Hace pocos días estuve con un periodista extranjero, al que ya me he referido antes en este espacio, que acostumbra a venir todos los años a Chile por esta época, por razones que ya sospecho son más afectivas que profesionales. Siempre me ha sorprendido por su original y optimista visión de Chile. No me defraudó, pero esta vez me dejó más perplejo de lo habitual.
"Mira el número de turistas extranjeros", me dijo como al pasar. Estábamos en la terraza de un café en Providencia y, efectivamente, donde uno posara la vista se encontraba con caminantes con esa mirada desorientada que singulariza a los turistas. "Y los inmigrantes, que ya ocupan posiciones en todo el espectro laboral". También era cierto: el mozo, colombiano; los trabajadores que reparaban la vereda, haitianos; la cajera de la librería que habíamos visitado antes, venezolana; y los vendedores de comida y baratijas que invadían las veredas eran de las más variadas nacionalidades. "Ustedes, los chilenos que viven y trabajan en el barrio alto, ven apenas la punta del iceberg. Bajo vuestros pies hay otro Santiago, el de los inmigrantes, que irradia energía y optimismo y que no sigue, ni de lejos, las cavilaciones y debates que a ustedes les sacuden".
Hecha esa introducción lanzó su tesis. "Te consta que siempre he admirado la homogeneidad, el orden y la formalidad de los chilenos. Esta vez me ha llamado la atención la diversidad, el desorden y la informalidad. ¡Si no hay esquina donde no se venda algo! ¡Ni poste de donde no cuelgue un aviso con la oferta de automóviles, pañales, asesoría legal o tarot con garantía posventa! Este cambio de la fisonomía económica, social y cultural es más acelerado y profundo que aquel que resulta de las políticas públicas, que son las que concentran el interés de la élite. ¿Qué importancia tienen, me pregunto, los cambios en la legislación laboral, o en el sistema de pensiones, ante este avance desenfrenado de la informalidad? Están como la orquesta del Titanic...".
Le quise decir algo, pero me interrumpió. "¿Viste la última CEP?". "Sí, está difícil lo de Lagos", le respondí; pero cuando me iba a explayar, volvió a pararme, esta vez de una forma algo agresiva. "Este es el problema de ustedes: miran solamente la parte política, la cual a los chilenos importa muy poco, pues el Estado, y quien le gobierne, tiene escasa incidencia para la gestión de su vida cotidiana. ¿Viste a cuánta gente le interesa la política?: menos del 10 por ciento; ¿y cuánta dice que irá a votar y tiene posición frente a las presidenciales?: el cincuenta".
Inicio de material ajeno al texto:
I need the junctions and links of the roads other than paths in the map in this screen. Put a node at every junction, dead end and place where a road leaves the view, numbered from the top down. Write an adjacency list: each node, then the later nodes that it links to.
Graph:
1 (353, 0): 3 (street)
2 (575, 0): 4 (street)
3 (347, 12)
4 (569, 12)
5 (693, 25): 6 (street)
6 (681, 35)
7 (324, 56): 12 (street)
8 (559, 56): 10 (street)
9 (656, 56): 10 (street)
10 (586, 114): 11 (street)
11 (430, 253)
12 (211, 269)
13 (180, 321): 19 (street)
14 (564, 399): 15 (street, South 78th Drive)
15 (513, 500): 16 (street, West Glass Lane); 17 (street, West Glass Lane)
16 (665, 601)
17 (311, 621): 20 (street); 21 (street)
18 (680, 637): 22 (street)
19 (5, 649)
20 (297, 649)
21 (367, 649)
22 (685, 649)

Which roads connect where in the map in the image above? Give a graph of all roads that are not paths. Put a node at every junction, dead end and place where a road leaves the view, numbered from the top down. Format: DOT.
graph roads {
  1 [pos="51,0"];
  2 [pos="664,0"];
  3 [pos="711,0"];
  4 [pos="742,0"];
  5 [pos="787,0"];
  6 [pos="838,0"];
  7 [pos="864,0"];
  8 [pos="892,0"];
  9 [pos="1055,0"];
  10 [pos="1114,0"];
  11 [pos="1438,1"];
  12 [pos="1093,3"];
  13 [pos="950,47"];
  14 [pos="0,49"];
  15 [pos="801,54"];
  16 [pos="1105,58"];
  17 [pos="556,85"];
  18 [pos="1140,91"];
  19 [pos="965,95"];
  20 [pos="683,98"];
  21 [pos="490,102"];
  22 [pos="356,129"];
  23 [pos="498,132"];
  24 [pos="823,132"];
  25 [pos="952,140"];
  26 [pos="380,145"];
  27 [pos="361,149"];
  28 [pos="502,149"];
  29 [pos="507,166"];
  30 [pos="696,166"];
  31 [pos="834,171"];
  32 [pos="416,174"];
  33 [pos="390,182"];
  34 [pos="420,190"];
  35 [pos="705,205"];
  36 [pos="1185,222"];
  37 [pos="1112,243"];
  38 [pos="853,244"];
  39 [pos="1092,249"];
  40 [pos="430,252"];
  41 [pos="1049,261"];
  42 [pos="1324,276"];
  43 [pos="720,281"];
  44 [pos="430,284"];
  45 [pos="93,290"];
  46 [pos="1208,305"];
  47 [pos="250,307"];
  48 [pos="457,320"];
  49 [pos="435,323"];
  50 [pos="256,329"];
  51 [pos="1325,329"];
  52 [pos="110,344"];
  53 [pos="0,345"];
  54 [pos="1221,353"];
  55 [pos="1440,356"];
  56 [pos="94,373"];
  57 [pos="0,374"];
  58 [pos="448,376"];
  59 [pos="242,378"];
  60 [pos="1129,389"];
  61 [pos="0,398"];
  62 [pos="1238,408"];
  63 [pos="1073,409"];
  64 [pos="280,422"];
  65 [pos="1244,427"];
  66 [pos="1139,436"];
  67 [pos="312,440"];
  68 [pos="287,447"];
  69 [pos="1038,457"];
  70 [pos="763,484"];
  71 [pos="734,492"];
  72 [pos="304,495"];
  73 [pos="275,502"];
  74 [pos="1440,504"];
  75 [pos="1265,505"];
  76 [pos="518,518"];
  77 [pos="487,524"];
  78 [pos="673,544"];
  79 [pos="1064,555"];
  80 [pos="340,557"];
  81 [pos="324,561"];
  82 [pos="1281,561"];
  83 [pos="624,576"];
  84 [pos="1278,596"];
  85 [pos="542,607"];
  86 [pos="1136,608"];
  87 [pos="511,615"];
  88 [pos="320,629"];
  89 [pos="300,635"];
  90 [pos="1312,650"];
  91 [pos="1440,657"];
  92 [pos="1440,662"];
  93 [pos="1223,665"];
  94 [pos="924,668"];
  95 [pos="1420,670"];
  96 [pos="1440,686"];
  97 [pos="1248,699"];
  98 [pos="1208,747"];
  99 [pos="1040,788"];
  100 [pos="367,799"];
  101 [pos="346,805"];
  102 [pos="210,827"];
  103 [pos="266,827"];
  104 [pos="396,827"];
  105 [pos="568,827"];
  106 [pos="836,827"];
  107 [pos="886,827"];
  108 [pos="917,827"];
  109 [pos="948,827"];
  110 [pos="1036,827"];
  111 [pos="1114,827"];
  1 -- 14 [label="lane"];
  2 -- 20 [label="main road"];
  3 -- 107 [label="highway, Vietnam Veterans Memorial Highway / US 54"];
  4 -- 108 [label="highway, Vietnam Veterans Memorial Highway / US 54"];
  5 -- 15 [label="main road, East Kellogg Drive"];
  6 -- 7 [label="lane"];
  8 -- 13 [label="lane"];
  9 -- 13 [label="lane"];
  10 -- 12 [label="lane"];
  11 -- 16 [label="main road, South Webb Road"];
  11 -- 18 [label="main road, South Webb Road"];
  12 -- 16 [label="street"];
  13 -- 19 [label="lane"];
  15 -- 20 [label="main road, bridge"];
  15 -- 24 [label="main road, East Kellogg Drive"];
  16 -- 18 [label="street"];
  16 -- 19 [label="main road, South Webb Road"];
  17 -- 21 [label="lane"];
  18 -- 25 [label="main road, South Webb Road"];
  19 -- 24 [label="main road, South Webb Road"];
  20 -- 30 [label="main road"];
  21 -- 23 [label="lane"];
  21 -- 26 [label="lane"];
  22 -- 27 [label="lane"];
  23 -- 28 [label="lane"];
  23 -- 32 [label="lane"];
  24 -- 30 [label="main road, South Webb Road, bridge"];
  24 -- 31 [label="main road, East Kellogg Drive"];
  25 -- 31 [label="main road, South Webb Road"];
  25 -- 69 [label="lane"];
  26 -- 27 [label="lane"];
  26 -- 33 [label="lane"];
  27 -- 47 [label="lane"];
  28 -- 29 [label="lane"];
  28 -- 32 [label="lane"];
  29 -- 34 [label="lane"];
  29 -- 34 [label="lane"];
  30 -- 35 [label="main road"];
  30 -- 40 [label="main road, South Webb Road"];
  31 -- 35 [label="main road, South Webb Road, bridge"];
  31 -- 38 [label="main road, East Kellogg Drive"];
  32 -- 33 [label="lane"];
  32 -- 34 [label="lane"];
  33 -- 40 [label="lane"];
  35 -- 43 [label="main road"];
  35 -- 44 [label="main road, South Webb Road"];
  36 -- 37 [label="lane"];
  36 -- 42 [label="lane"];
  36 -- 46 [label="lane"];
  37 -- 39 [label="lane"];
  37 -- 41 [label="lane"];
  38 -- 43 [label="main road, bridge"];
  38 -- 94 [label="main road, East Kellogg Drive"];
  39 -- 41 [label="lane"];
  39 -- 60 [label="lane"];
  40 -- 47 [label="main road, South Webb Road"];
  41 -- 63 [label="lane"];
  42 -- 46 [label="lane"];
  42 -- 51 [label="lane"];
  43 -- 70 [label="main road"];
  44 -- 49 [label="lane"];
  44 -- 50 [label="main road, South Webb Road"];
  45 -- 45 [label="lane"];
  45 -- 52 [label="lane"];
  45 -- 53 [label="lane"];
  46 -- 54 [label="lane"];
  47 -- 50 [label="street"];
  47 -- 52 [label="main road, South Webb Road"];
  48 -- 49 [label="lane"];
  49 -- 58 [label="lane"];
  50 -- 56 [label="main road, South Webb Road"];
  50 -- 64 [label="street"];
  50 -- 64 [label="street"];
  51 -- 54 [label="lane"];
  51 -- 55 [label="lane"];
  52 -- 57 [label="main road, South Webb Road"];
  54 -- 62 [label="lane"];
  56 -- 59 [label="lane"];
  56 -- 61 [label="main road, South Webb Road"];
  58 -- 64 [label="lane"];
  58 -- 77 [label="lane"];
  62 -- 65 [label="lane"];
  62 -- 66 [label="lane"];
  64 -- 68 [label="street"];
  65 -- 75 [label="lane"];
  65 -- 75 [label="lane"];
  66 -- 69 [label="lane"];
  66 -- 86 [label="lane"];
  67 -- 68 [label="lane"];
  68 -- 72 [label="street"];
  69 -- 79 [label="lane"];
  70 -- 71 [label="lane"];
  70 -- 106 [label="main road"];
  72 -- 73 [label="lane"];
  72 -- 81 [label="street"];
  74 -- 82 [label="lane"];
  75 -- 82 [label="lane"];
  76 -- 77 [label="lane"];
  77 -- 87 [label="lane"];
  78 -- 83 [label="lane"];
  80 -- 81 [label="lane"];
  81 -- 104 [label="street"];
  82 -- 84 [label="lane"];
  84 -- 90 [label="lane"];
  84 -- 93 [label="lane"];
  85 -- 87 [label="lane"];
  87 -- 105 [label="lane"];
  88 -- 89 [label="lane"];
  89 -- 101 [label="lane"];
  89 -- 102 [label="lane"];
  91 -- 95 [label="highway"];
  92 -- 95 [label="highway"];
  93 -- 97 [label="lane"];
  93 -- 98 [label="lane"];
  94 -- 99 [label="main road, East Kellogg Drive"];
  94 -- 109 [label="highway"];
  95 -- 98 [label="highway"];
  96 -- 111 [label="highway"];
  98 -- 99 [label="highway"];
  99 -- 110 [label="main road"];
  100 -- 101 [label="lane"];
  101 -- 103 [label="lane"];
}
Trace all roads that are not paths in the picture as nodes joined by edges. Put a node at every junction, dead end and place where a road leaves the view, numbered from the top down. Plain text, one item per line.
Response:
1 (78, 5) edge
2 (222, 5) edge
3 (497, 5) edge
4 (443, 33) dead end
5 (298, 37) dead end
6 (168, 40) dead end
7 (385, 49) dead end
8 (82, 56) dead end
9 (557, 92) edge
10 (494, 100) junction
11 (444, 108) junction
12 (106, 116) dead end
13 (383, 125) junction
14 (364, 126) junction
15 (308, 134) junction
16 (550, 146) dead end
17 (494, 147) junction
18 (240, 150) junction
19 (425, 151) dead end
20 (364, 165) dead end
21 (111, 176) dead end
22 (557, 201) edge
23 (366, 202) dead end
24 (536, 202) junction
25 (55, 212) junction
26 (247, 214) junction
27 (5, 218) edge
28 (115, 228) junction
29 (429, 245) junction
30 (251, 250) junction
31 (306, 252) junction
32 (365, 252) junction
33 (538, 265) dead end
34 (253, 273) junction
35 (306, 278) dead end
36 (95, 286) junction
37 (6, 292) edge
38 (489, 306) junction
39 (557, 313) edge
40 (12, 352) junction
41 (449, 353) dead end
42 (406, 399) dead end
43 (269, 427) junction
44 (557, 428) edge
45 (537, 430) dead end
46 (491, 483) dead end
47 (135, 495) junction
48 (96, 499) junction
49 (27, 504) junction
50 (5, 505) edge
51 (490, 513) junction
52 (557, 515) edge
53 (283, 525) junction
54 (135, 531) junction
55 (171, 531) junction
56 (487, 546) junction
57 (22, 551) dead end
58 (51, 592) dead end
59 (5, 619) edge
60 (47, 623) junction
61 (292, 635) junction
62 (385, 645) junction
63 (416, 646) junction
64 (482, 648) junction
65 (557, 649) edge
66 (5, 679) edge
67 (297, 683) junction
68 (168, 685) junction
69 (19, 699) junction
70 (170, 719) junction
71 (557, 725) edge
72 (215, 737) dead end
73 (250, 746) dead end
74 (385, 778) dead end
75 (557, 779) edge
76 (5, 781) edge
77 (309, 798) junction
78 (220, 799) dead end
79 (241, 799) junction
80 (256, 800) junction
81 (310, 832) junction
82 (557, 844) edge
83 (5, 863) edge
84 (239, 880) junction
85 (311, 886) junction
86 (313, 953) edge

Luego de una brevísima pausa, prosiguió. "Pero lo que más me llamó la atención es otra cosa: que los chilenos estiman que la vida de sus compatriotas es miserable, que la calidad de los servicios es pésima, que la situación económica es negativa y que será aún peor, y sin embargo se declaran altamente satisfechos con su propia vida, sienten que los servicios que ellos reciben no son tan malos, y perciben que su situación económica personal es positiva y va en camino de mejorar. Poseen, además, una elevada y creciente confianza en lo que pueden conseguir por ellos mismos, y en la ayuda que recibirán de la familia y los amigos en caso de contingencias graves, sean económicas, de salud o de seguridad. Es extraordinario. Para decirlo en simple, el externo, este que interesa y por cuya conducción compiten los grupos dirigentes, es un mundo frío y amenazante, que no anda ni andará bien; pero hay un mundo interno o privado que es fuente de protección y oportunidades, y este marcha bastante correctamente -desde luego, mucho mejor de lo que creen los políticos, que se empeñan en meterle mano a pesar que nadie se los pide-".
Cuando mi amigo partió a su albergue en el barrio Yungay, quise descifrar su mensaje, pero no pude. Me sentí, sí, como nunca, extranjero en mi propia tierra.